Compared to Claude Code, OpenClaw does not actually represent a unique evolution in capability. Roles like local butler or all-purpose assistant have always been within Claude Code's reach. When Claude Code was popular six months ago, I wrote articles sharing various ways to use it beyond coding. In reality, there is no longer a significant difference between a programming Agent and a general-purpose Agent. Since it runs on your own computer, it naturally functions as a local butler.

OpenClaw simply makes these processes smoother, adds a few capabilities, and introduces cool usage methods, such as commanding it via an IM app. This is more of an extraordinary innovation in usage scenarios rather than an evolution in technical capability.

Once you understand this, you realize that most FOMO regarding AI products is self-inflicted.
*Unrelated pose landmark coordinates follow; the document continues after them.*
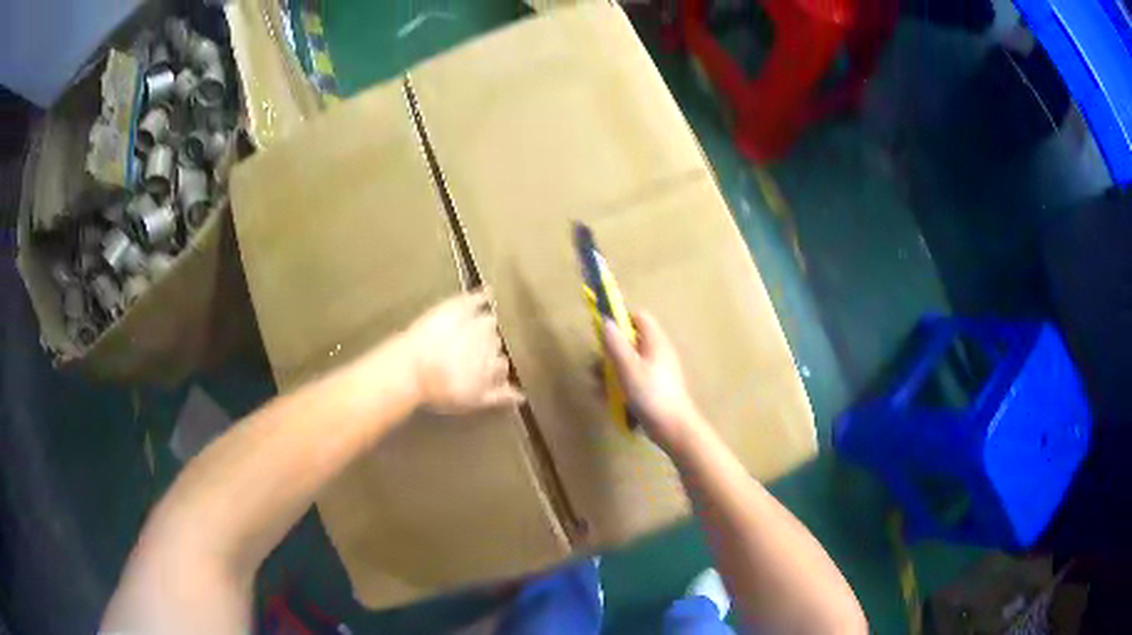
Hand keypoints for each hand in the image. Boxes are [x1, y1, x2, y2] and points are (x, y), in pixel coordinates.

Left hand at [403, 291, 523, 413]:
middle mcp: (491, 344)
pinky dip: (484, 295)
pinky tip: (489, 291)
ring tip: (483, 326)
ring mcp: (476, 323)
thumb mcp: (472, 401)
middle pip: (497, 343)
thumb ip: (500, 397)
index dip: (494, 368)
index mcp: (494, 367)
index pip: (503, 365)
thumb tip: (521, 396)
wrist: (412, 370)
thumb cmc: (440, 390)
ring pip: (491, 322)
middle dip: (490, 346)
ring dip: (488, 325)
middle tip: (477, 350)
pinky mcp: (459, 308)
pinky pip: (477, 298)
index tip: (488, 371)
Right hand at [602, 311, 704, 450]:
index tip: (604, 333)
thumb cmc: (650, 394)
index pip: (638, 318)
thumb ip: (615, 344)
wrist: (673, 426)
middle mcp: (658, 352)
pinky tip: (609, 399)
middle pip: (631, 341)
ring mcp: (658, 371)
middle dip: (611, 352)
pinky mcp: (655, 388)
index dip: (620, 320)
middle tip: (598, 366)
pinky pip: (634, 379)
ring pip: (630, 362)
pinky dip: (621, 385)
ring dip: (612, 371)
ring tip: (598, 386)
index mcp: (655, 342)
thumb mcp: (628, 367)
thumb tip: (606, 321)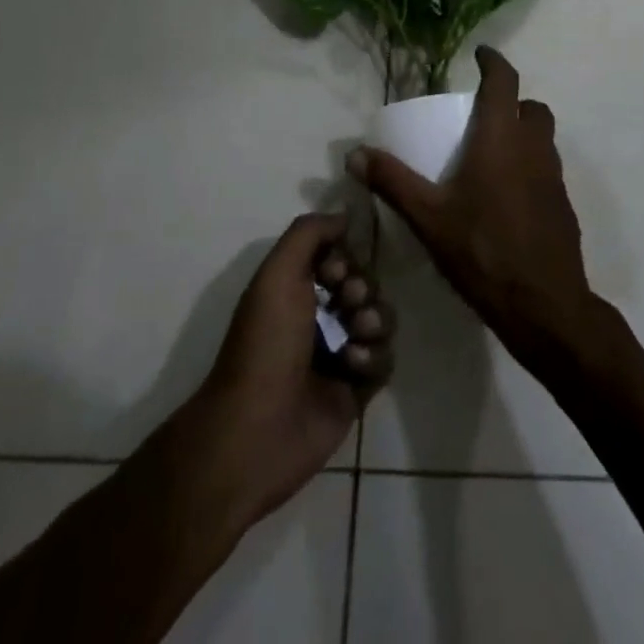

As AI becomes more powerful, the barrier to learning and using it will decrease. What you need to care about is not how to master these tools, but how to equip yourself with innovative thinking so you can play a uniquely human role in the AI era.

While OpenClaw is popular, it is currently in an awkward state: for the average person, the barrier to deploying it is actually quite high. This gives social media influencers an opportunity to create anxiety, making it seem like you've fallen behind if you haven't deployed it. In reality, OpenClaw is still a toy for geeks. You just need to wait patiently, and consumer products with lower barriers to entry will appear. It won't be too late to experience it then.

If you can't figure out OpenClaw, try playing with Claude Code or OpenCode instead. You will soon find that they are all magically converging toward the same form.